Spé. Mathématiques · Terminale · cours rédigé et vérifié par Claryo, conforme au Bulletin officiel
Une succession d'épreuves indépendantes est une suite d'expériences aléatoires telles que le résultat de chaque épreuve n'influence pas les résultats des autres.
Propriété fondamentale. La probabilité d'une issue d'une succession d'épreuves indépendantes (c'est-à-dire d'une liste précise de résultats) est égale au produit des probabilités de chacun de ces résultats : P\big((r_1, r_2, \dots, r_n)\big) = P(r_1) \times P(r_2) \times \dots \times P(r_n).
On modélise cette situation par un arbre pondéré : à chaque niveau, on répète les mêmes branches (si les épreuves sont identiques), et la probabilité d'un chemin est le produit des probabilités le long de ce chemin.
Rappel sur l'indépendance. Deux événements A et B sont indépendants lorsque P(A \cap B) = P(A) \times P(B).
Construire l'arbre. On dessine un arbre dont chaque niveau correspond à une épreuve. On multiplie les probabilités le long d'un chemin pour obtenir la probabilité d'une issue, et on additionne les probabilités des chemins menant à un même événement.
Reconnaître l'indépendance. « Tirage avec remise », « lancers successifs d'un dé / d'une pièce », « capteurs / composants indépendants » : on est dans une succession d'épreuves indépendantes, donc on multiplie.
Passer au complémentaire. Pour « au moins un succès », calcule 1 - P(\text{aucun}), où P(\text{aucun}) est un simple produit.
L'arbre pondéré reste l'outil de référence : il visualise le produit (chemins) et la somme (événements). Vérifie toujours que les épreuves sont bien indépendantes (avec remise, dispositifs séparés). Le réflexe « au moins un = 1 - aucun » fait gagner du temps. Cette notion est la base directe du schéma de Bernoulli et de la loi binomiale étudiés ensuite.
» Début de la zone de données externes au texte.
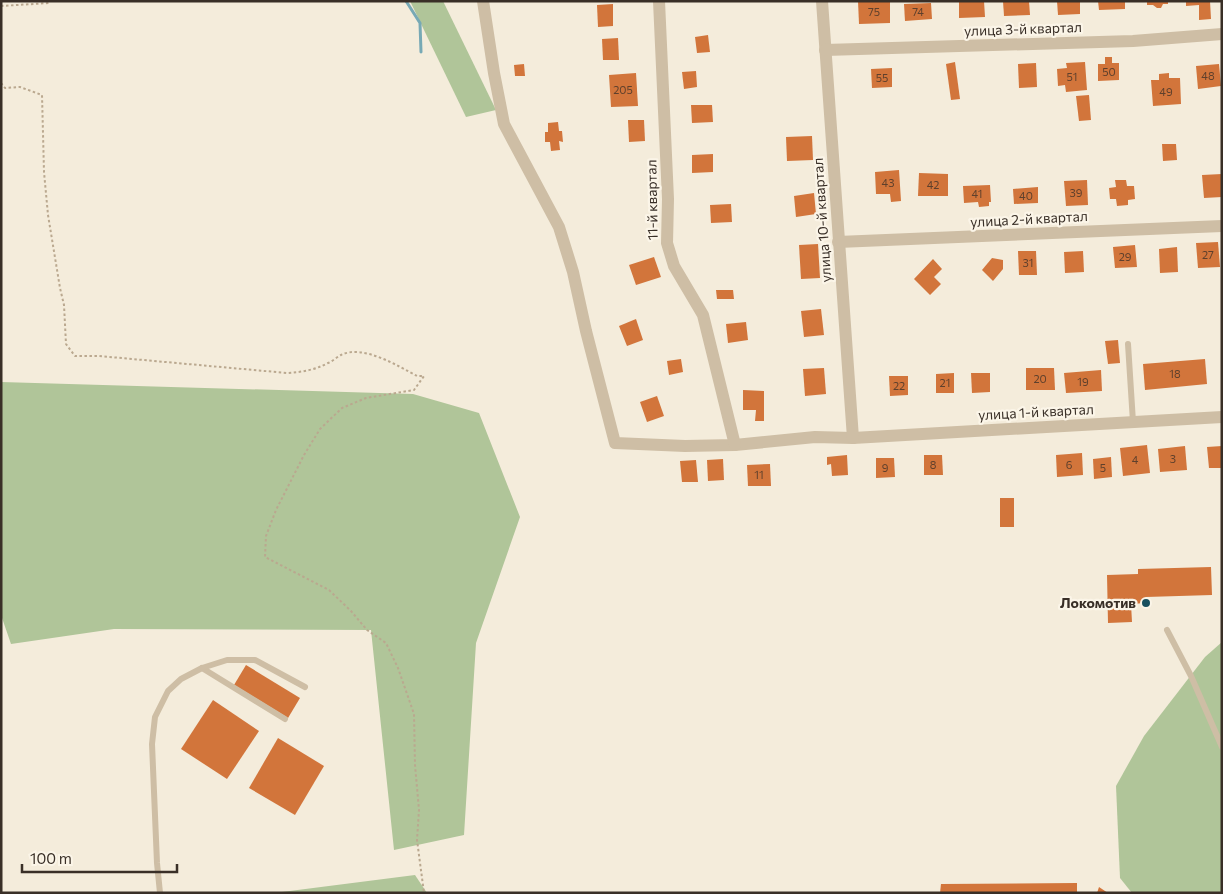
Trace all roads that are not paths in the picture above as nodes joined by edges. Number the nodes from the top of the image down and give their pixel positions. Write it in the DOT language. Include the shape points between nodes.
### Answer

Quand tu rédiges, justifie explicitement l'indépendance avant de multiplier : c'est une exigence du barème, et l'oubli de cette justification coûte des points même si le calcul est juste. Pour les situations à plusieurs dispositifs (capteurs, composants, joueurs), traite chaque probabilité de succès séparément, puis combine par produit pour « tous » et par complémentaire pour « au moins un ». Enfin, distingue bien deux questions voisines mais différentes : « au moins un succès » a pour contraire « aucun succès », tandis que « exactement un succès » est un événement plus restreint qui se calcule en sommant les chemins comportant un seul succès. Cette vigilance sur la traduction des énoncés est exactement ce qui fait la différence entre une copie sûre et une copie approximative.